[Clinical characteristics and prognosis of immune checkpoint inhibitor-associated myasthenia gravis].

The clinical data and follow-up outcomes of 9 patients diagnosed with immune checkpoint inhibitor (ICI)-associated myasthenia gravis (MG) admitted to Henan Provincial People's Hospital from January 2021 to October 2024 were collected retrospectively to analyze their clinical characteristics and prognosis. Nine patients were enrolled, including 4 males and 5 females, aged [M (Q₁, Q₃)] 69 (55, 77) years. All patients had tumors and had received ICI treatment. The time from the start of ICI treatment to the occurrence of MG symptoms or aggravation of the condition was 26 (20, 39) d.
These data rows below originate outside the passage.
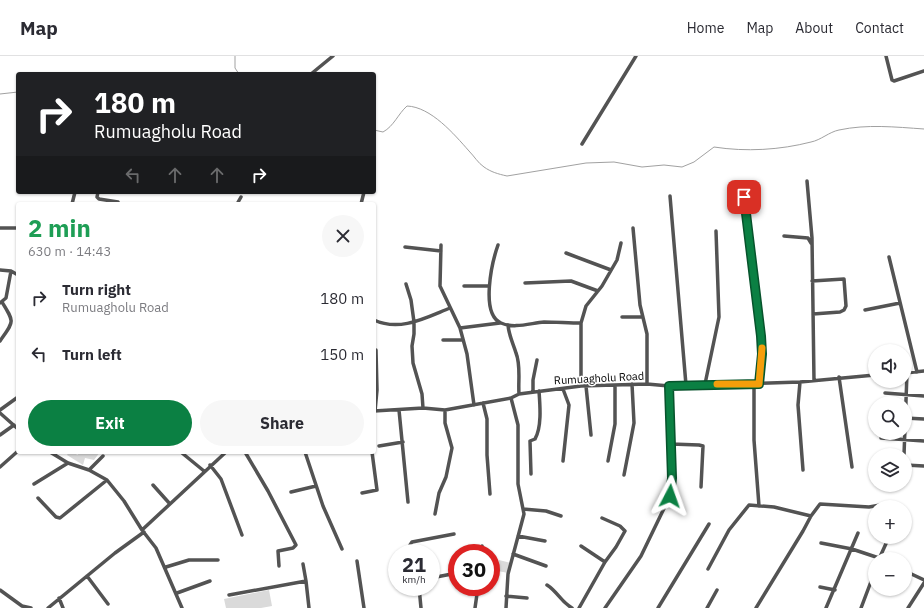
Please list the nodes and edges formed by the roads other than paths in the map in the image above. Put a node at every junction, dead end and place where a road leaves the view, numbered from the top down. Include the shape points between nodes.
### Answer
1 (333, 56) edge
2 (636, 56) edge
3 (886, 56) edge
4 (924, 71) edge
5 (313, 72) edge
6 (582, 144) dead end
7 (807, 181) dead end
8 (98, 194) edge
9 (670, 196) dead end
10 (241, 197) dead end
11 (744, 197) dead end
12 (118, 202) edge
13 (238, 202) edge
14 (0, 228) edge
15 (16, 228) edge
16 (633, 228) dead end
17 (716, 231) dead end
18 (784, 236) dead end
19 (621, 243) dead end
20 (441, 245) dead end
21 (498, 245) dead end
22 (812, 246) junction
23 (405, 247) dead end
24 (441, 251) junction
25 (566, 253) dead end
26 (889, 257) dead end
27 (0, 270) edge
28 (611, 270) junction
29 (11, 271) junction
30 (16, 274) edge
31 (812, 281) junction
32 (525, 283) dead end
33 (406, 284) dead end
34 (464, 286) dead end
35 (489, 286) junction
36 (598, 291) junction
37 (1, 303) edge
38 (900, 303) junction
39 (450, 308) junction
40 (865, 310) dead end
41 (813, 314) junction
42 (643, 316) junction
43 (622, 317) dead end
44 (376, 321) edge
45 (414, 322) junction
46 (500, 323) junction
47 (581, 323) junction
48 (508, 325) junction
49 (460, 328) junction
50 (443, 340) dead end
51 (463, 340) junction
52 (0, 341) edge
53 (376, 350) dead end
54 (537, 360) dead end
55 (912, 372) edge
56 (917, 372) junction
57 (924, 372) edge
58 (868, 375) edge
59 (839, 377) junction
60 (814, 380) junction
61 (800, 382) junction
62 (632, 384) junction
63 (647, 384) junction
64 (705, 384) junction
65 (754, 384) junction
66 (759, 384) junction
67 (615, 385) junction
68 (686, 385) junction
69 (584, 386) junction
70 (669, 386) junction
71 (906, 388) edge
72 (563, 389) junction
73 (539, 391) junction
74 (533, 392) junction
75 (885, 393) dead end
76 (519, 394) junction
77 (906, 395) junction
78 (924, 396) edge
79 (511, 398) junction
80 (16, 399) edge
81 (376, 400) edge
82 (483, 403) junction
83 (474, 405) junction
84 (423, 408) junction
85 (400, 410) junction
86 (445, 410) junction
87 (376, 411) edge
88 (0, 412) edge
89 (912, 418) edge
90 (924, 419) edge
91 (14, 426) joint
92 (0, 435) edge
93 (591, 435) dead end
94 (905, 440) joint
95 (924, 441) edge
96 (403, 442) junction
97 (671, 444) junction
98 (379, 446) dead end
99 (904, 448) edge
100 (16, 453) edge
101 (53, 454) edge
102 (183, 454) edge
103 (224, 454) edge
104 (246, 454) edge
105 (306, 454) edge
106 (372, 454) edge
107 (103, 456) dead end
108 (563, 461) dead end
109 (608, 461) dead end
110 (68, 463) junction
111 (210, 465) junction
112 (912, 465) edge
113 (924, 466) edge
114 (0, 467) edge
115 (852, 467) dead end
116 (89, 470) junction
117 (803, 470) dead end
118 (204, 471) junction
119 (531, 474) dead end
120 (624, 475) dead end
121 (107, 480) junction
122 (34, 484) dead end
123 (153, 485) dead end
124 (316, 486) junction
125 (701, 487) dead end
126 (291, 492) dead end
127 (362, 493) dead end
128 (490, 494) dead end
129 (38, 498) dead end
130 (408, 502) dead end
131 (170, 504) junction
132 (759, 506) junction
133 (868, 506) edge
134 (523, 509) junction
135 (435, 514) dead end
136 (561, 516) dead end
137 (811, 516) junction
138 (602, 518) dead end
139 (709, 524) dead end
140 (143, 531) junction
141 (858, 533) dead end
142 (454, 534) dead end
143 (242, 535) dead end
144 (518, 536) junction
145 (545, 541) dead end
146 (820, 543) dead end
147 (411, 544) edge
148 (580, 546) dead end
149 (342, 549) dead end
150 (852, 549) junction
151 (513, 554) junction
152 (868, 555) edge
153 (218, 560) dead end
154 (357, 560) dead end
155 (605, 562) junction
156 (303, 564) dead end
157 (279, 566) dead end
158 (546, 566) dead end
159 (166, 567) junction
160 (708, 569) dead end
161 (912, 574) edge
162 (87, 576) junction
163 (924, 580) edge
164 (210, 581) dead end
165 (306, 581) junction
166 (924, 583) edge
167 (547, 585) dead end
168 (820, 587) dead end
169 (0, 590) edge
170 (717, 590) dead end
171 (835, 590) junction
172 (868, 590) edge
173 (176, 593) junction
174 (229, 595) dead end
175 (419, 596) edge
176 (477, 596) edge
177 (506, 596) junction
178 (59, 598) junction
179 (527, 598) dead end
180 (108, 604) dead end
181 (31, 608) edge
182 (48, 608) edge
183 (63, 608) edge
184 (182, 608) edge
185 (309, 608) edge
186 (364, 608) edge
187 (421, 608) edge
188 (475, 608) edge
189 (506, 608) edge
190 (572, 608) edge
191 (578, 608) edge
192 (605, 608) edge
193 (658, 608) edge
194 (707, 608) edge
195 (756, 608) edge
196 (826, 608) edge
197 (861, 608) edge
198 (908, 608) edge

1 - 5 street
2 - 6 street
3 - 4 street via 894,81
7 - 22 street
8 - 12 street via 99,199
9 - 68 street
10 - 13 street
11 - 66 street via 761,336
14 - 15 street
16 - 42 street
17 - 64 street via 719,317
18 - 22 street via 808,238
19 - 28 street via 617,260
20 - 24 street
21 - 35 street
22 - 31 street
23 - 24 street
24 - 39 street via 440,286
25 - 28 street
26 - 38 street
27 - 29 street
28 - 36 street
29 - 30 street
29 - 37 street via 6,298
31 - 41 street
31 - 41 street via 844,278 846,306 840,312
32 - 36 street via 571,281
33 - 45 street
34 - 35 street
35 - 46 street via 493,314
36 - 47 street via 586,306
37 - 52 street via 12,323
38 - 40 street
38 - 56 street
39 - 45 street
39 - 49 street
41 - 60 street
42 - 43 street
42 - 63 street via 647,334
44 - 45 street via 389,325
45 - 84 street via 413,363
46 - 48 street
46 - 49 street
47 - 48 street via 544,322
47 - 69 street
48 - 76 street via 518,363
49 - 51 street
50 - 51 street
51 - 83 street
53 - 81 street
54 - 74 street
55 - 56 street
56 - 57 street
58 - 59 street, Rumuagholu Road
59 - 60 street, Rumuagholu Road
59 - 115 street
60 - 61 street, Rumuagholu Road
61 - 66 street, Rumuagholu Road
61 - 117 street via 798,405
62 - 63 street, Rumuagholu Road
62 - 67 street, Rumuagholu Road
62 - 120 street via 634,423
63 - 70 street, Rumuagholu Road
64 - 65 street, Rumuagholu Road
64 - 68 street, Rumuagholu Road
65 - 66 street, Rumuagholu Road
65 - 132 street via 754,440
67 - 69 street, Rumuagholu Road
67 - 109 street via 615,424
68 - 70 street, Rumuagholu Road
69 - 72 street, Rumuagholu Road
69 - 93 street
70 - 97 street
71 - 77 street
72 - 73 street, Rumuagholu Road
72 - 108 street via 569,405
73 - 74 street, Rumuagholu Road
73 - 119 street via 537,434 535,439 530,441
74 - 76 street, Rumuagholu Road
75 - 77 street
76 - 79 street, Rumuagholu Road
77 - 78 street
79 - 82 street, Rumuagholu Road
79 - 134 street via 518,425 518,484
80 - 88 street
82 - 83 street, Rumuagholu Road
82 - 128 street via 487,419
83 - 86 street, Rumuagholu Road
84 - 85 street, Rumuagholu Road
84 - 86 street, Rumuagholu Road
85 - 87 street, Rumuagholu Road
85 - 96 street
86 - 135 street via 445,423 452,448
88 - 91 street
89 - 90 street
91 - 92 street
94 - 95 street
94 - 99 street
96 - 98 street
96 - 130 street
97 - 125 street via 703,446
97 - 192 street via 670,496 644,551
100 - 114 street
101 - 110 street
102 - 118 street
103 - 111 street
104 - 157 street via 296,545 278,551
105 - 124 street
106 - 127 street via 377,490
107 - 116 street
110 - 116 street
110 - 122 street
111 - 118 street
111 - 143 street via 221,479
112 - 113 street
116 - 121 street
118 - 131 street
121 - 129 street via 60,518
121 - 140 street
123 - 131 street
124 - 126 street
124 - 149 street
131 - 140 street
132 - 137 street via 796,511
132 - 160 street via 747,507 729,530
133 - 137 street via 820,504
134 - 136 street via 546,511
134 - 144 street via 523,521
137 - 195 street
138 - 155 street via 625,531
139 - 193 street
140 - 159 street
140 - 162 street
141 - 150 street
142 - 147 street
144 - 145 street
144 - 151 street
146 - 150 street
148 - 155 street
150 - 152 street
150 - 171 street
151 - 158 street
151 - 177 street
153 - 159 street via 189,560
154 - 186 street
155 - 191 street
156 - 165 street
159 - 173 street
161 - 163 street
162 - 178 street
162 - 180 street
164 - 173 street
165 - 174 street
165 - 185 street
166 - 198 street
167 - 190 street via 562,602
168 - 171 street
169 - 181 street via 22,606
170 - 194 street
171 - 196 street
172 - 197 street
173 - 184 street
175 - 187 street
176 - 188 street
177 - 179 street
177 - 189 street
178 - 182 street
178 - 183 street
Seven patients were classified Myasthenia Gravis Foundation of America Clinical Classification (MGFA) Ⅲ-Ⅴ. All 9 patients had increased creatine kinase and transaminase. Troponin was measured in 5 patients, and all showed elevated levels. ICI therapy was discontinued in all patients at the onset or exacerbation of MG symptoms, and they subsequently received immunomodulatory therapy with pyridostigmine combined with glucocorticoids and/or intravenous immunoglobulin. Symptoms improved in 7 patients and 2 patients showed poor therapeutic effect. The follow-up time was 12.0 (4.5, 16.5) months, and 2 patients died due to the progression of MG superimposed on underlying diseases at the end of the follow-up. ICI-related MG mostly occurs in the early stage of ICI treatment, and is characterized by severe symptoms, rapid progression, and easy complications with myositis/myocarditis. Active initiation of acetylcholinesterase inhibitors combined with immunotherapy can significantly improve outcomes.